Estos datos no son, desde luego, anecdóticos. El período en que se universaliza el derecho al voto en los países desarrollados coincide con su delirio expansionista y el aumento de las víctimas civiles, en conflagraciones que adquieren una dimensión absoluta. Por supuesto, una y otra circunstancia responden a dinámicas diferentes. Sin embargo, las dos se trenzan en un mismo curso histórico y son expresión de las posibilidades que la modernidad ha dejado abiertas.
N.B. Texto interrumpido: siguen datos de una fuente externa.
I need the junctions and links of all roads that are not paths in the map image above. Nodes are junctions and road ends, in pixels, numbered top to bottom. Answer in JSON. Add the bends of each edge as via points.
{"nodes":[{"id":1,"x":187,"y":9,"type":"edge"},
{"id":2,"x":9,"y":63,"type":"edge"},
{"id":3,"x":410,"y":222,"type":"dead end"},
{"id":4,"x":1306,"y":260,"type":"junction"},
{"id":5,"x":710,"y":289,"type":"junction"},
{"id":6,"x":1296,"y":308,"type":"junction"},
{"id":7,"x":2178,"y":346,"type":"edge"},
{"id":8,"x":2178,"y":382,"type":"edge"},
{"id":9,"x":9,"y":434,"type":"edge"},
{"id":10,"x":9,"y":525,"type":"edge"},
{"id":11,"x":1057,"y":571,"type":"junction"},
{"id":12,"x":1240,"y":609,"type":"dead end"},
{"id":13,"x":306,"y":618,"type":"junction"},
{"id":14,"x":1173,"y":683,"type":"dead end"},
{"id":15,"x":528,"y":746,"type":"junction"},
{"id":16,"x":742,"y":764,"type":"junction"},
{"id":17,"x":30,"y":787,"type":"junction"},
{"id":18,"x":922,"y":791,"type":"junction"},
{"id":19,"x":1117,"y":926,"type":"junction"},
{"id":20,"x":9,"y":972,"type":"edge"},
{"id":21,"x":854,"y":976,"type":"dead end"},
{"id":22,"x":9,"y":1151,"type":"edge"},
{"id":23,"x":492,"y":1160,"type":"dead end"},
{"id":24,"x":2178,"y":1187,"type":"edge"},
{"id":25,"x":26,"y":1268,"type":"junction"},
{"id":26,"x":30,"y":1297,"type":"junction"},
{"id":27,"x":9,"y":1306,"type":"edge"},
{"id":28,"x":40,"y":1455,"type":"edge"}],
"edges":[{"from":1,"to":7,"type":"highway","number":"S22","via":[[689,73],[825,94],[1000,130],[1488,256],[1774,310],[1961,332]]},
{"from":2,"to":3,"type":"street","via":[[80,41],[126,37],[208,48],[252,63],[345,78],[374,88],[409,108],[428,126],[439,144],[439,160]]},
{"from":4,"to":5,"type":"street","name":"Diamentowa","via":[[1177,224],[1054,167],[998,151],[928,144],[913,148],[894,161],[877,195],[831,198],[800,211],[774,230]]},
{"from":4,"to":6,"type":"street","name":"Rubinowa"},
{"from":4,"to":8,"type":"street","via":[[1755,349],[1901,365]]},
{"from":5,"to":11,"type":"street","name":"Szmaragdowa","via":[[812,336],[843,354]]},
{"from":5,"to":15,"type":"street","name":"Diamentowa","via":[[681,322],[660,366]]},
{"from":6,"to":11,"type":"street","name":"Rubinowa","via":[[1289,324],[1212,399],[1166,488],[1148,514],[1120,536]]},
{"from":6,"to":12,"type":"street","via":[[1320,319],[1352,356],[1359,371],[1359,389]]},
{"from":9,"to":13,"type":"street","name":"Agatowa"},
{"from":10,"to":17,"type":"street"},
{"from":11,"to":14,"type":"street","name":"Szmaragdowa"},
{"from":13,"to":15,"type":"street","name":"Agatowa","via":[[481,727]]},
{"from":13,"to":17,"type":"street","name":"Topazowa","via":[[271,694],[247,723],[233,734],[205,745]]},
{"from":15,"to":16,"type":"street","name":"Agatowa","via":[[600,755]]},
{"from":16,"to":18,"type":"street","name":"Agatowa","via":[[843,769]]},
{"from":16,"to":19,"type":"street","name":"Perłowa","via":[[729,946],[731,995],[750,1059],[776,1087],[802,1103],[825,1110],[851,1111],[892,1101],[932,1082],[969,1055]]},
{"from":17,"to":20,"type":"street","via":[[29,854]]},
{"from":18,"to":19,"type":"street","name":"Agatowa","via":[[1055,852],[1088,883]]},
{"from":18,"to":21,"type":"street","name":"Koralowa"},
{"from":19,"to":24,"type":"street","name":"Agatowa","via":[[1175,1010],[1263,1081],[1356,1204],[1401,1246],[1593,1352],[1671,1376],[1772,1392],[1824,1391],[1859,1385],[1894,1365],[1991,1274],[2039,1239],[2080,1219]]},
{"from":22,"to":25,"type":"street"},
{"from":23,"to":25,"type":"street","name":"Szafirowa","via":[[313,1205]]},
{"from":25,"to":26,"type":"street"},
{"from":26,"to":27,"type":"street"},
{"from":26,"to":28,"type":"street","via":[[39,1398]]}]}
Probablemente haya sido Michel Foucault quien haya puesto de relieve con mayor clarividencia los obstáculos que la modernidad ha dispuesto para bloquear o trucar la voluntad emancipadora que impulsa la modernidad misma. La emergencia de las sociedades modernas en Europa vino acompañada no sólo de ansias de igualdad y libertad, sino también de toda una red de dispositivos disciplinarios y saberes empíricos sobre las poblaciones. En ese tránsito que va del mundo agrario a la sociedad industrial, se desarrolló toda una gestión e institucionalización permanente de la vida humana. Ésta pasaba sucesivamente de un círculo cerrado a otro, cada uno con sus propias leyes: primero la familia, después la escuela, después el cuartel, a continuación la fábrica, cada cierto tiempo el hospital, y a veces la cárcel, el centro de encierro por excelencia. Y todo esto, en nuevos espacios urbanos racionalmente acotados y organizados, que dejan como irrepresentable cualquier experiencia del Afuera.